Collected data:
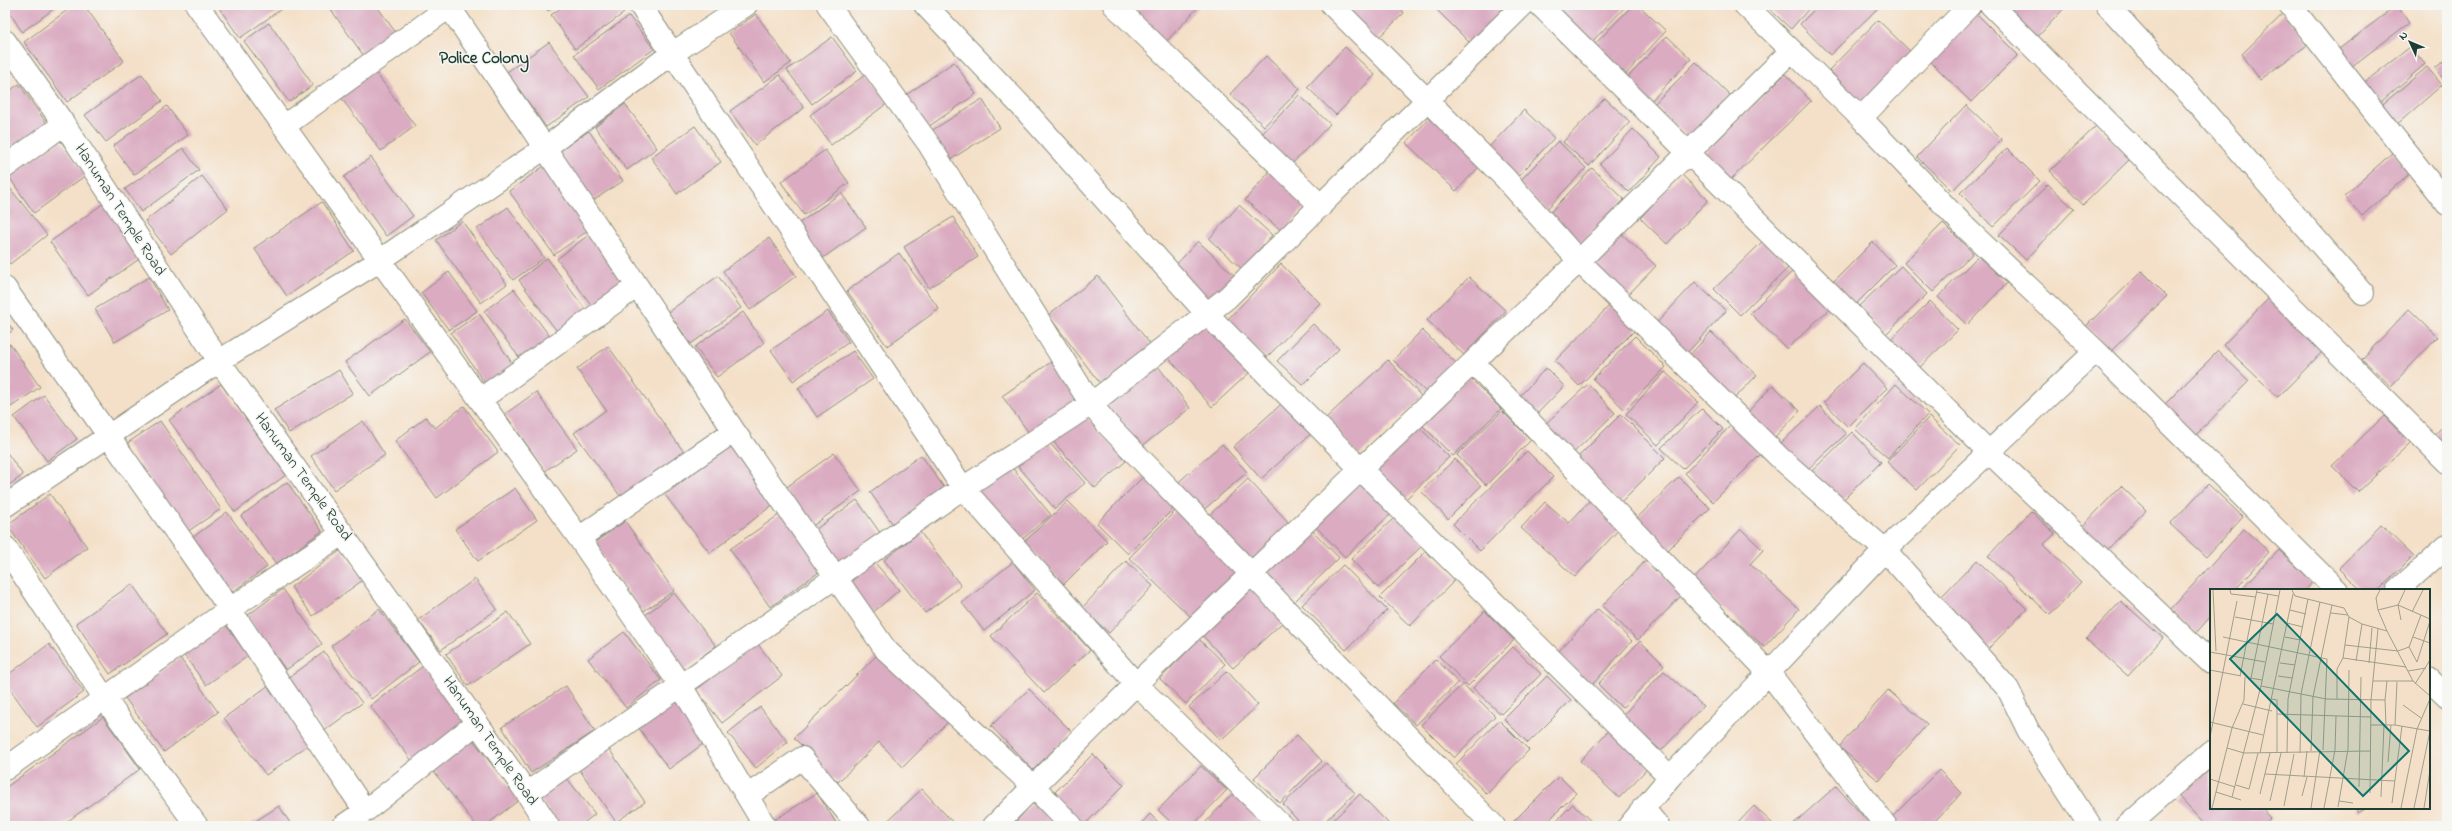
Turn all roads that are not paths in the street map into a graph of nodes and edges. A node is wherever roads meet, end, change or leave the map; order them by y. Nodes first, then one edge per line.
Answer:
1 (197, 5) edge
2 (640, 5) edge
3 (746, 5) edge
4 (828, 5) edge
5 (925, 5) edge
6 (1114, 5) edge
7 (1332, 5) edge
8 (1523, 5) edge
9 (1540, 5) edge
10 (1745, 5) edge
11 (1970, 5) edge
12 (1991, 5) edge
13 (2107, 5) edge
14 (2290, 5) edge
15 (448, 6) edge
16 (5, 41) edge
17 (1790, 52) junction
18 (673, 53) junction
19 (1428, 101) junction
20 (1861, 118) junction
21 (64, 124) junction
22 (284, 126) junction
23 (546, 148) junction
24 (1688, 155) junction
25 (5, 167) edge
26 (2447, 204) edge
27 (1321, 206) junction
28 (380, 261) junction
29 (1579, 261) junction
30 (637, 286) junction
31 (5, 288) edge
32 (2363, 293) dead end
33 (1207, 314) junction
34 (2096, 351) junction
35 (219, 361) junction
36 (1473, 362) junction
37 (481, 399) junction
38 (1091, 404) junction
39 (734, 431) junction
40 (108, 436) junction
41 (1990, 453) junction
42 (2447, 462) edge
43 (1362, 468) junction
44 (963, 488) junction
45 (5, 506) edge
46 (343, 533) junction
47 (579, 538) junction
48 (2447, 546) edge
49 (5, 547) edge
50 (1885, 550) junction
51 (1252, 574) junction
52 (836, 579) junction
53 (2336, 589) edge
54 (2399, 589) edge
55 (230, 610) junction
56 (2210, 661) edge
57 (1769, 673) junction
58 (2430, 680) edge
59 (1136, 684) junction
60 (682, 686) junction
61 (2447, 696) edge
62 (105, 699) junction
63 (477, 723) junction
64 (2210, 753) edge
65 (5, 768) edge
66 (1670, 777) junction
67 (1034, 788) junction
68 (527, 793) junction
69 (747, 796) junction
70 (1643, 808) junction
71 (365, 811) junction
72 (197, 826) edge
73 (343, 826) edge
74 (548, 826) edge
75 (765, 826) edge
76 (859, 826) edge
77 (994, 826) edge
78 (1072, 826) edge
79 (1282, 826) edge
80 (1494, 826) edge
81 (1629, 826) edge
82 (1658, 826) edge
83 (1886, 826) edge
84 (2090, 826) edge
85 (2127, 826) edge

1 - 22 street
2 - 18 street
3 - 18 street
4 - 38 street
5 - 33 street
6 - 27 street
7 - 19 street
8 - 19 street
9 - 24 street
10 - 17 street
11 - 20 street
12 - 42 street
13 - 32 street
14 - 26 street
15 - 22 street
15 - 23 street
16 - 21 street, Hanuman Temple Road
17 - 20 street
17 - 24 street
18 - 23 street
18 - 44 street
19 - 27 street
19 - 29 street
20 - 34 street
21 - 25 street
21 - 35 street, Hanuman Temple Road
22 - 28 street
23 - 28 street
23 - 30 street
24 - 29 street
24 - 41 street
27 - 33 street
28 - 35 street
28 - 37 street
29 - 36 street
29 - 50 street
30 - 37 street
30 - 39 street
31 - 40 street
33 - 38 street
33 - 43 street
34 - 41 street
34 - 53 street
35 - 40 street
35 - 46 street, Hanuman Temple Road
36 - 43 street
36 - 57 street
37 - 47 street
38 - 44 street
38 - 51 street
39 - 47 street
39 - 52 street
40 - 45 street
40 - 55 street
41 - 50 street
41 - 56 street
43 - 51 street
43 - 66 street
44 - 52 street
44 - 59 street
46 - 55 street
46 - 63 street, Hanuman Temple Road
47 - 60 street
48 - 54 street
49 - 62 street
50 - 57 street
50 - 84 street
51 - 59 street
51 - 80 street
52 - 60 street
52 - 67 street
55 - 62 street
55 - 71 street
57 - 66 street
57 - 83 street
58 - 61 street
59 - 67 street
59 - 79 street
60 - 68 street
60 - 69 street
62 - 65 street
62 - 72 street
63 - 68 street, Hanuman Temple Road
63 - 71 street
64 - 85 street
66 - 70 street
67 - 77 street
67 - 78 street
68 - 74 street, Hanuman Temple Road
69 - 75 street
69 - 76 street
70 - 81 street
70 - 82 street
71 - 73 street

**YOUR TASK**
Please copy the data above character for character, skipping any pictures.

**ANSWER BOX**
Turn all roads that are not paths in the street map into a graph of nodes and edges. A node is wherever roads meet, end, change or leave the map; order them by y. Nodes first, then one edge per line.
Answer:
1 (197, 5) edge
2 (640, 5) edge
3 (746, 5) edge
4 (828, 5) edge
5 (925, 5) edge
6 (1114, 5) edge
7 (1332, 5) edge
8 (1523, 5) edge
9 (1540, 5) edge
10 (1745, 5) edge
11 (1970, 5) edge
12 (1991, 5) edge
13 (2107, 5) edge
14 (2290, 5) edge
15 (448, 6) edge
16 (5, 41) edge
17 (1790, 52) junction
18 (673, 53) junction
19 (1428, 101) junction
20 (1861, 118) junction
21 (64, 124) junction
22 (284, 126) junction
23 (546, 148) junction
24 (1688, 155) junction
25 (5, 167) edge
26 (2447, 204) edge
27 (1321, 206) junction
28 (380, 261) junction
29 (1579, 261) junction
30 (637, 286) junction
31 (5, 288) edge
32 (2363, 293) dead end
33 (1207, 314) junction
34 (2096, 351) junction
35 (219, 361) junction
36 (1473, 362) junction
37 (481, 399) junction
38 (1091, 404) junction
39 (734, 431) junction
40 (108, 436) junction
41 (1990, 453) junction
42 (2447, 462) edge
43 (1362, 468) junction
44 (963, 488) junction
45 (5, 506) edge
46 (343, 533) junction
47 (579, 538) junction
48 (2447, 546) edge
49 (5, 547) edge
50 (1885, 550) junction
51 (1252, 574) junction
52 (836, 579) junction
53 (2336, 589) edge
54 (2399, 589) edge
55 (230, 610) junction
56 (2210, 661) edge
57 (1769, 673) junction
58 (2430, 680) edge
59 (1136, 684) junction
60 (682, 686) junction
61 (2447, 696) edge
62 (105, 699) junction
63 (477, 723) junction
64 (2210, 753) edge
65 (5, 768) edge
66 (1670, 777) junction
67 (1034, 788) junction
68 (527, 793) junction
69 (747, 796) junction
70 (1643, 808) junction
71 (365, 811) junction
72 (197, 826) edge
73 (343, 826) edge
74 (548, 826) edge
75 (765, 826) edge
76 (859, 826) edge
77 (994, 826) edge
78 (1072, 826) edge
79 (1282, 826) edge
80 (1494, 826) edge
81 (1629, 826) edge
82 (1658, 826) edge
83 (1886, 826) edge
84 (2090, 826) edge
85 (2127, 826) edge

1 - 22 street
2 - 18 street
3 - 18 street
4 - 38 street
5 - 33 street
6 - 27 street
7 - 19 street
8 - 19 street
9 - 24 street
10 - 17 street
11 - 20 street
12 - 42 street
13 - 32 street
14 - 26 street
15 - 22 street
15 - 23 street
16 - 21 street, Hanuman Temple Road
17 - 20 street
17 - 24 street
18 - 23 street
18 - 44 street
19 - 27 street
19 - 29 street
20 - 34 street
21 - 25 street
21 - 35 street, Hanuman Temple Road
22 - 28 street
23 - 28 street
23 - 30 street
24 - 29 street
24 - 41 street
27 - 33 street
28 - 35 street
28 - 37 street
29 - 36 street
29 - 50 street
30 - 37 street
30 - 39 street
31 - 40 street
33 - 38 street
33 - 43 street
34 - 41 street
34 - 53 street
35 - 40 street
35 - 46 street, Hanuman Temple Road
36 - 43 street
36 - 57 street
37 - 47 street
38 - 44 street
38 - 51 street
39 - 47 street
39 - 52 street
40 - 45 street
40 - 55 street
41 - 50 street
41 - 56 street
43 - 51 street
43 - 66 street
44 - 52 street
44 - 59 street
46 - 55 street
46 - 63 street, Hanuman Temple Road
47 - 60 street
48 - 54 street
49 - 62 street
50 - 57 street
50 - 84 street
51 - 59 street
51 - 80 street
52 - 60 street
52 - 67 street
55 - 62 street
55 - 71 street
57 - 66 street
57 - 83 street
58 - 61 street
59 - 67 street
59 - 79 street
60 - 68 street
60 - 69 street
62 - 65 street
62 - 72 street
63 - 68 street, Hanuman Temple Road
63 - 71 street
64 - 85 street
66 - 70 street
67 - 77 street
67 - 78 street
68 - 74 street, Hanuman Temple Road
69 - 75 street
69 - 76 street
70 - 81 street
70 - 82 street
71 - 73 street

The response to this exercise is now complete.